Raki is not the only product or service to have a recent price rise. Other rises I have personally experienced:
* My last haircut (without a wash) at local hairdresser cost 5 YTL, whereas the previous one, including a wash, was 4.5.
* The cost to dry clean a pair of pants has risen from 3.0 to 3.5 YTL.
* A return Mersin-Adana train trip is now 5.0 YTL, up from 3.5. When I bought my ticket Saturday I gave a 5-lira note and waited, expecting to receive change...
In Turkey's hyperinflation past, regular and large price increases were the norm as the lira was always losing value (see table 2/3 down page
). Correspondingly, wages also rose. However, in the past 2 or 3 years, both inflation and the lira value have stabilised. In fact, the Turkish lira is at its strongest against the USD since July 2001
. This financial stability has helped keep salaries in check.
Stable salaries and rising prices result in a squeeze, causing people to either modify their purchases or go without. For an essential like raki, many people and restaurants decided to buy cheaper, for going without was not an option...
Saturday, 5 March 2005
See what the Columbians, German, Indian and Romanian are up to at: blogspot.com/
The lads have now joined the wonderful collaboration nomadlife
and their blog is now at: http://adanatrainees.nomadlife.org/
My blog will be joining nomadlife as soon as non-nomadlife-hosted blogs are allowed.
Thursday, 3 March 2005
Looking upstream from the bridge at the river outlet.
The river bank.
The large light in both photos is from the corner of the residential military base.
This website is currently #9 out of more than 25,000,000 results on MSN Search for pictures of nude woman
Sorry folks, there aren't any pictures of nude woman [sic] on this website. However, you are more than welcome to stay around and read the articles :-)

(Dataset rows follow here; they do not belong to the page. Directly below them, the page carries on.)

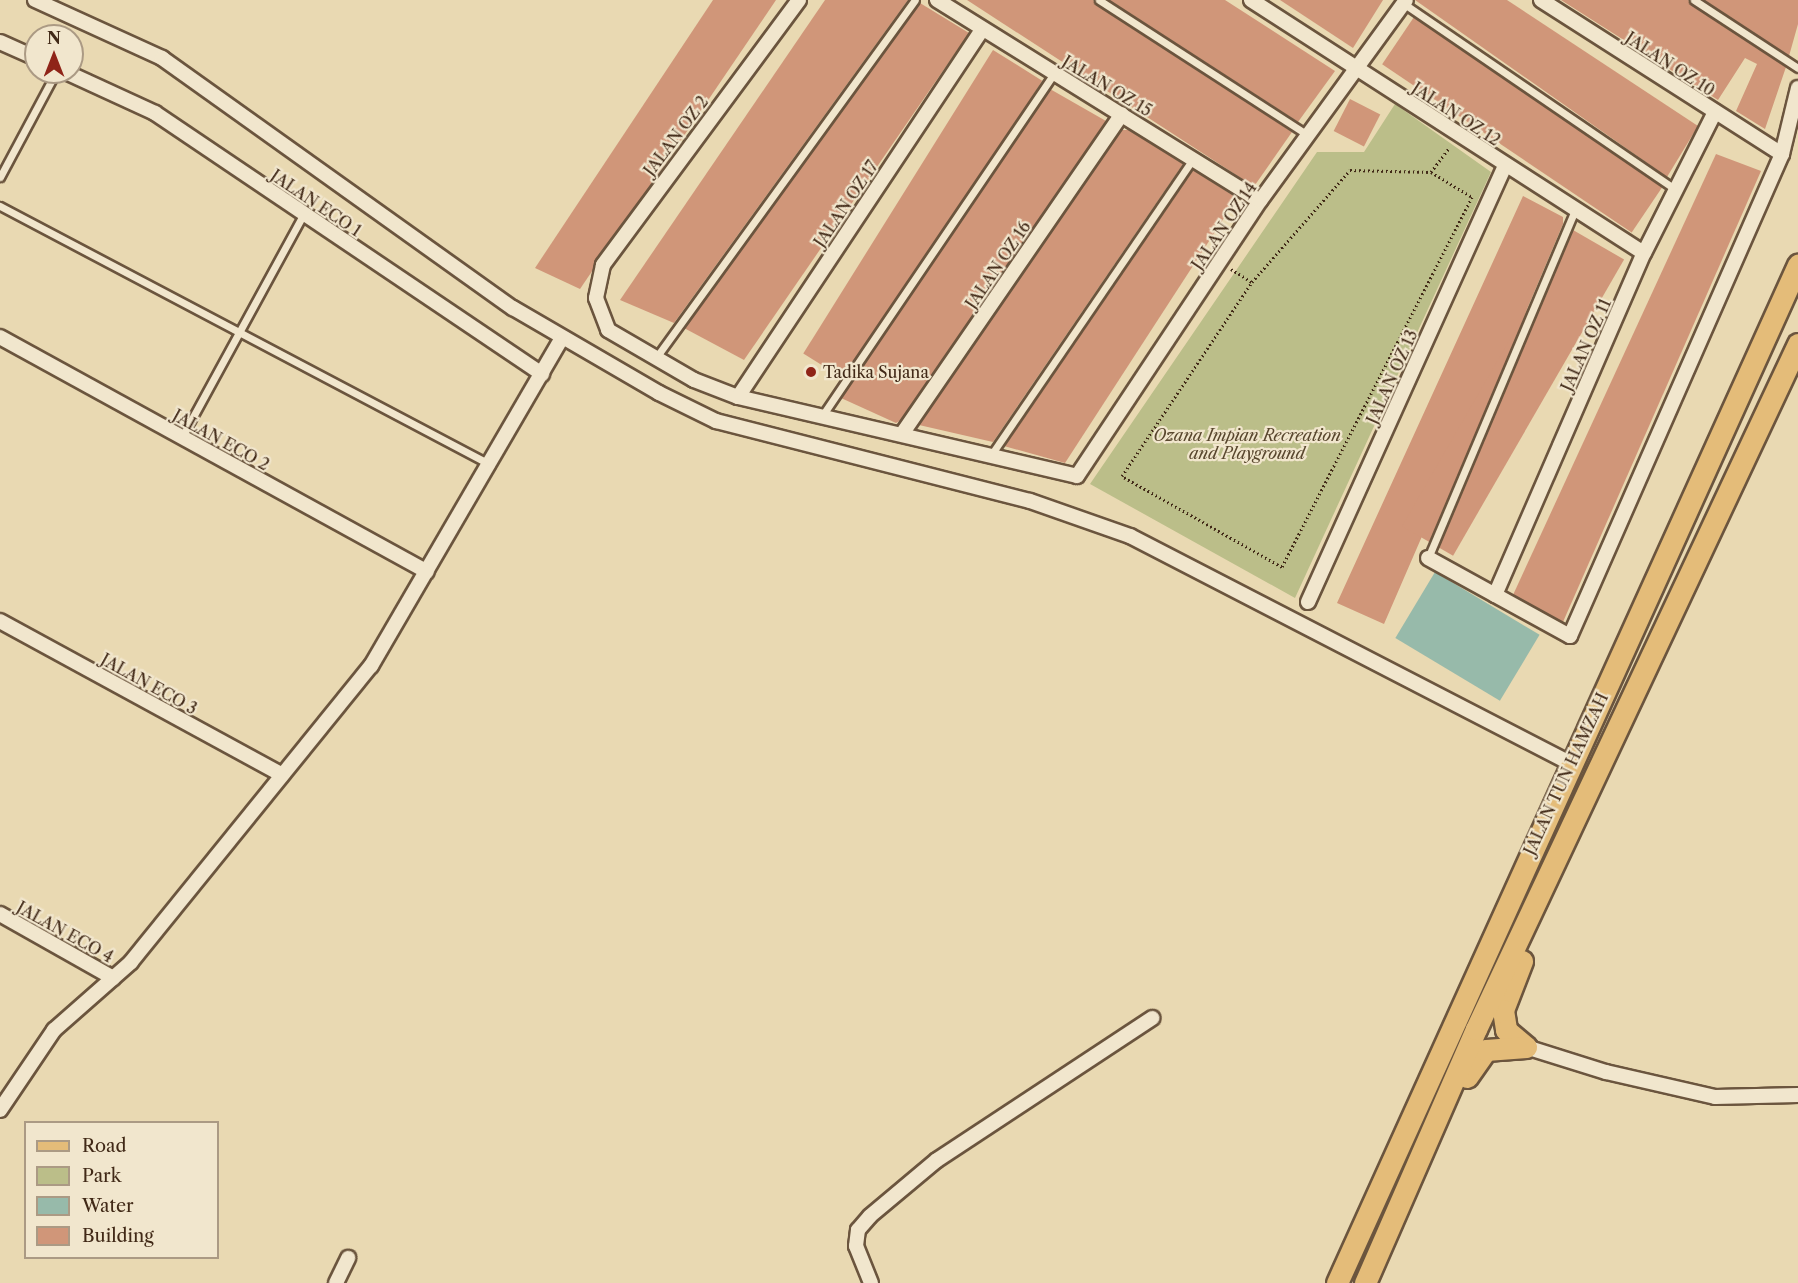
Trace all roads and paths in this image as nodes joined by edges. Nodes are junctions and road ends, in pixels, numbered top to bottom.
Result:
1 (35, 0) edge
2 (799, 0) edge
3 (915, 0) edge
4 (937, 0) edge
5 (1099, 0) edge
6 (1251, 0) edge
7 (1541, 0) edge
8 (1694, 0) edge
9 (1402, 1) edge
10 (51, 3) edge
11 (982, 30) junction
12 (0, 42) edge
13 (24, 53) edge
14 (1798, 68) edge
15 (1358, 69) junction
16 (1054, 73) junction
17 (84, 80) edge
18 (50, 84) edge
19 (1798, 88) edge
20 (1715, 112) junction
21 (1122, 114) junction
22 (1308, 135) junction
23 (1460, 135) junction
24 (1782, 154) junction
25 (1193, 159) junction
26 (1505, 166) junction
27 (1431, 172) junction
28 (0, 177) edge
29 (1679, 191) junction
30 (1260, 201) junction
31 (0, 206) edge
32 (1575, 210) junction
33 (303, 215) junction
34 (1644, 253) junction
35 (1220, 262) junction
36 (1798, 265) edge
37 (1252, 282) junction
38 (239, 332) junction
39 (0, 337) edge
40 (562, 339) junction
41 (1798, 344) edge
42 (655, 359) junction
43 (542, 374) junction
44 (738, 397) junction
45 (822, 416) junction
46 (902, 434) junction
47 (182, 437) junction
48 (991, 455) junction
49 (490, 465) junction
50 (1428, 558) joint
51 (427, 572) junction
52 (1495, 595) junction
53 (1308, 602) dead end
54 (0, 621) edge
55 (1570, 764) junction
56 (282, 775) junction
57 (1582, 800) junction
58 (0, 914) edge
59 (114, 978) junction
60 (1152, 1018) dead end
61 (1526, 1047) junction
62 (1798, 1095) edge
63 (0, 1110) edge
64 (1396, 1208) junction
65 (348, 1258) dead end
66 (336, 1283) edge
67 (871, 1283) edge
68 (1337, 1283) edge
69 (1365, 1283) edge

1 - 10 street
2 - 42 street, JALAN OZ 2
3 - 42 lane
4 - 11 street, JALAN OZ 15
5 - 22 lane
6 - 15 street, JALAN OZ 12
7 - 20 street, JALAN OZ 10
8 - 14 lane
9 - 15 street, JALAN OZ 14
9 - 29 lane
10 - 40 street
11 - 16 street, JALAN OZ 15
11 - 44 street, JALAN OZ 17
12 - 13 street
15 - 22 street, JALAN OZ 14
15 - 23 street, JALAN OZ 12
16 - 21 street, JALAN OZ 15
16 - 45 lane
17 - 33 street, JALAN ECO 1
18 - 28 lane
19 - 24 street
20 - 24 street, JALAN OZ 10
20 - 29 street, JALAN OZ 11
21 - 25 street, JALAN OZ 15
21 - 46 street, JALAN OZ 16
22 - 30 street, JALAN OZ 14
23 - 26 street, JALAN OZ 12
23 - 27 path
24 - 52 street
25 - 30 street, JALAN OZ 15
25 - 48 lane
26 - 32 street, JALAN OZ 12
26 - 53 street, JALAN OZ 13
27 - 37 path
27 - 37 path
29 - 34 street, JALAN OZ 11
30 - 35 street, JALAN OZ 14
31 - 38 lane
32 - 34 street, JALAN OZ 12
32 - 50 lane
33 - 38 lane
33 - 43 street, JALAN ECO 1
34 - 52 street, JALAN OZ 11
35 - 37 path
35 - 48 street, JALAN OZ 14
36 - 55 main road, JALAN TUN HAMZAH
38 - 47 lane
38 - 49 lane
39 - 47 street, JALAN ECO 2
40 - 43 street
40 - 55 street
41 - 57 main road, JALAN TUN HAMZAH
42 - 44 street
43 - 49 street
44 - 45 street
45 - 46 street
46 - 48 street
47 - 51 street, JALAN ECO 2
49 - 51 street
50 - 52 street
51 - 56 street
54 - 56 street, JALAN ECO 3
55 - 68 main road, JALAN TUN HAMZAH
56 - 59 street
57 - 61 main road
57 - 64 main road, JALAN TUN HAMZAH
58 - 59 street, JALAN ECO 4
59 - 63 street
60 - 67 street
61 - 62 street
61 - 64 main road
64 - 69 main road, JALAN TUN HAMZAH
65 - 66 street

Last night, with outdoor wedding music in the background, I took the following photo of the new path's lights reflecting on the river.
Wednesday, 2 March 2005
Today I received boxer shorts for Christmas from Annie and David. The parcel took exactly 3 months to arrive from Australia to my office in Mersin, Turkey by sea mail.
Tuesday, 1 March 2005
Last night I ended up chatting away with Winnie
from Hong Kong on MSN Messenger for an hour or so after she found my website via a Google search and then sent me an email. Winnie is matched to an AIESEC traineeship in Gaziantep and is due to arrive in May.
This simple exchange was the result of no less than four Internet technologies combining seamlessly: blogging
and instant messaging
. Even 10 years ago this exchange would have been unlikely.
In 10 years time, who knows what tools we will be communicating with?